The El Niño phenomenon: a model of global ocean disruption

By Jean-René VANNEY

L’Atlas Bleu / Exploring

Extent of the phenomenon

carte, el nino, océan global, courant océanique

The two diagrams, with an obvious exaggeration in scale, represent the vertical and longitudinal wave-like motions caused by the back and forth movement of the warm water layer (known as the ‘suprathermoclinal’ layer) during the course of the El Niño phenomenon, which occurs at intervals of several years.The map shows the average area covered by its route between the eastern (South American Pacific) and western (northern Australia) Pacific.

It is an exaggerated oscillation of a natural wave of heat and desalination (due to the convective rainfall it triggers) that periodically crosses the ocean.
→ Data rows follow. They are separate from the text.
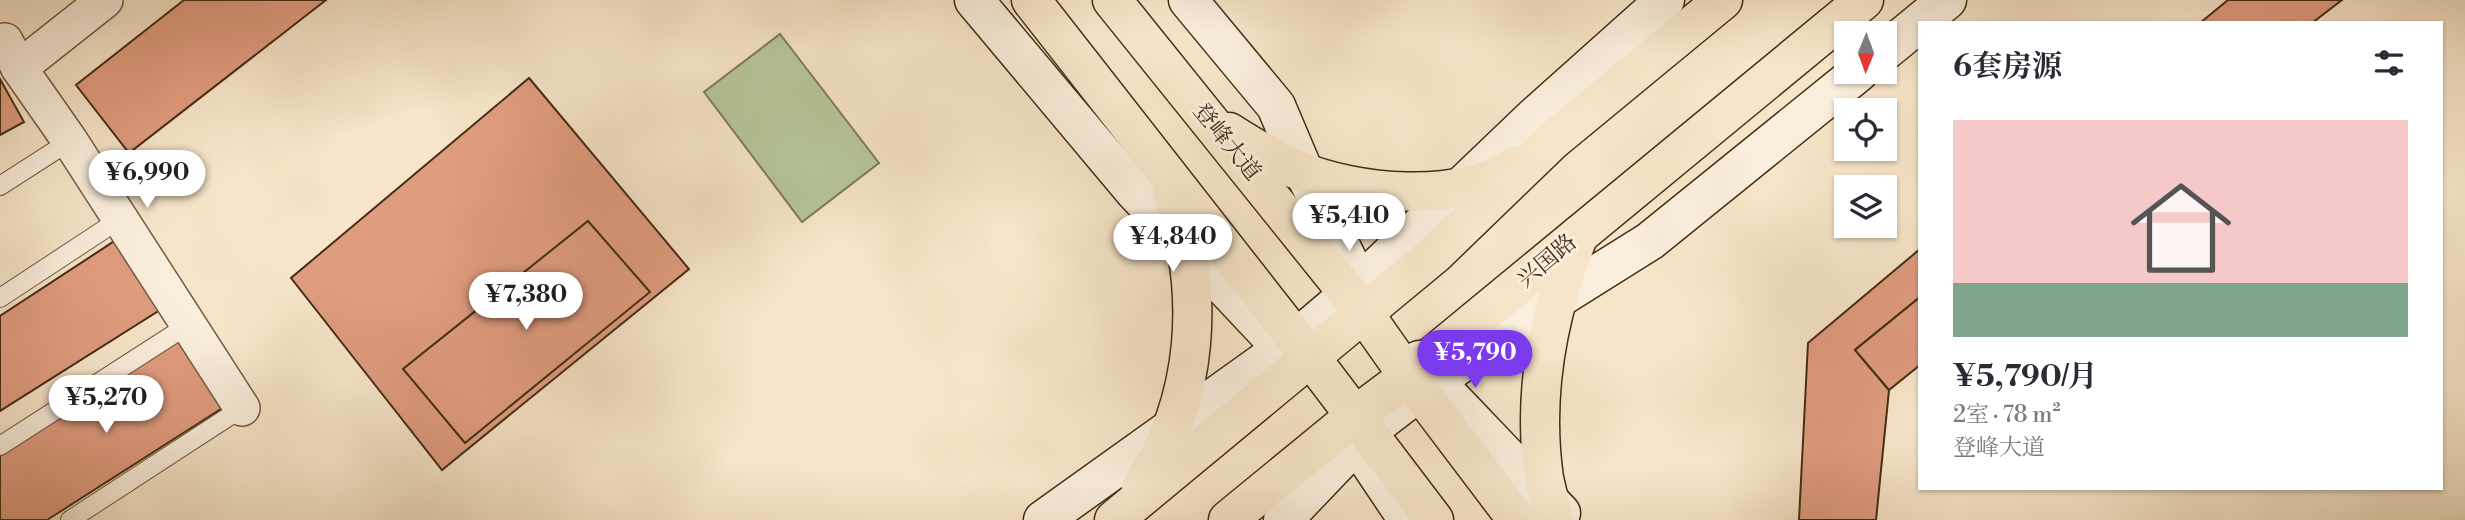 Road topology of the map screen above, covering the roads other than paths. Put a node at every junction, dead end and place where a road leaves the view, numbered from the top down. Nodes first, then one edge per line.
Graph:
1 (105, 0) edge
2 (974, 0) edge
3 (1031, 0) edge
4 (1112, 0) edge
5 (1188, 0) edge
6 (1665, 0) edge
7 (1723, 0) edge
8 (1864, 0) edge
9 (1947, 0) edge
10 (1921, 21) edge
11 (1918, 24) edge
12 (1897, 41) edge
13 (6, 47) edge
14 (1844, 84) edge
15 (1194, 102) junction
16 (70, 141) junction
17 (1552, 141) junction
18 (1158, 161) junction
19 (1304, 172) junction
20 (0, 186) edge
21 (1463, 187) junction
22 (120, 219) junction
23 (1579, 234) junction
24 (1187, 245) junction
25 (0, 298) edge
26 (1361, 298) junction
27 (1556, 300) junction
28 (188, 325) junction
29 (1297, 353) junction
30 (1421, 378) junction
31 (243, 408) joint
32 (1171, 429) junction
33 (1356, 429) junction
34 (0, 446) edge
35 (1121, 515) edge
36 (1547, 516) edge
37 (69, 520) edge
38 (1043, 520) edge
39 (1228, 520) edge
40 (1283, 520) edge
41 (1408, 520) edge
42 (1434, 520) edge

1 - 13 street
2 - 24 street
3 - 18 main road
4 - 15 main road, 登峰大道
5 - 19 street
6 - 21 street
7 - 17 main road
8 - 23 main road, 兴国路
9 - 10 street
11 - 12 street
13 - 16 street
14 - 27 street
15 - 19 main road
15 - 26 main road, 登峰大道
16 - 20 lane
16 - 22 street
17 - 21 main road
17 - 26 main road
18 - 24 main road
18 - 29 main road
19 - 21 main road
19 - 26 street
21 - 26 street
22 - 25 lane
22 - 28 street
23 - 27 main road
23 - 30 main road, 兴国路
24 - 29 street
24 - 32 main road
26 - 29 main road
26 - 30 main road, 登峰大道
27 - 30 street
27 - 36 main road
28 - 31 street
28 - 34 lane
29 - 32 street
29 - 33 street
29 - 35 main road
30 - 33 main road, 兴国路
30 - 36 main road, 登峰大道
31 - 37 lane
32 - 35 main road
32 - 38 street
33 - 39 main road, 兴国路
33 - 40 street
33 - 41 street
33 - 42 main road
El Niño reaches catastrophic proportions when brought about by an exceptional forcing to the east. The amplified wave, shifted toward the west by the trade winds, is stored there for several months. A reversed wave, or return wave, then forms there that, by moving towards the east, gradually pushes the warm layer higher. This warm layer finishes by against the arid coast of America, where it spreads out, bringing equatorial rains, generally accompanied by catastrophic phenomena (see p.15). The last time such an event occurred was in 1998. Neither the frequency nor possible relationships of El Niño with global warming are presently known.

Principle of disruption

The El Niño event in 1982-1983, off South America

The penultimate oceanic catastrophe brought about by an El Niño event occurred in the south-eastern Pacific from the middle of 1982 to the end of 1983, with two peak phases (December 82-January 83 and March-April 83) with the following devastating consequences:

1) rise in surface levels (m): +0.50 (Peru), +0.40 (Galápagos), +0.25 (northern Chile);

2) rise in temperature: between 2° and 5°C above normal values;

3) thermocline deepening (up to 150 m in the Galápagos) and heat diffusion up to 1000 m;

4) reversal of the South Equatorial Current, powerful transfer of warm (29°-30°C) and desalinated water towards South American coasts;

5) unusually high rainfall offshore, torrential rain on arid coasts, reaching beyond the tropic;

6) coastal destruction: gullying due to runoff, cliff erosion due to waves, thermal and chemical degradation of coral reefs, etc.;

7) ecological disasters: stifling of coastal upwelling, coral bleaching, reduced primary production and biomass, massive fish mortality, biochemical pollution, exodus of marine birds and mammals, cold water fishery crises, prosperity of warm water fisheries.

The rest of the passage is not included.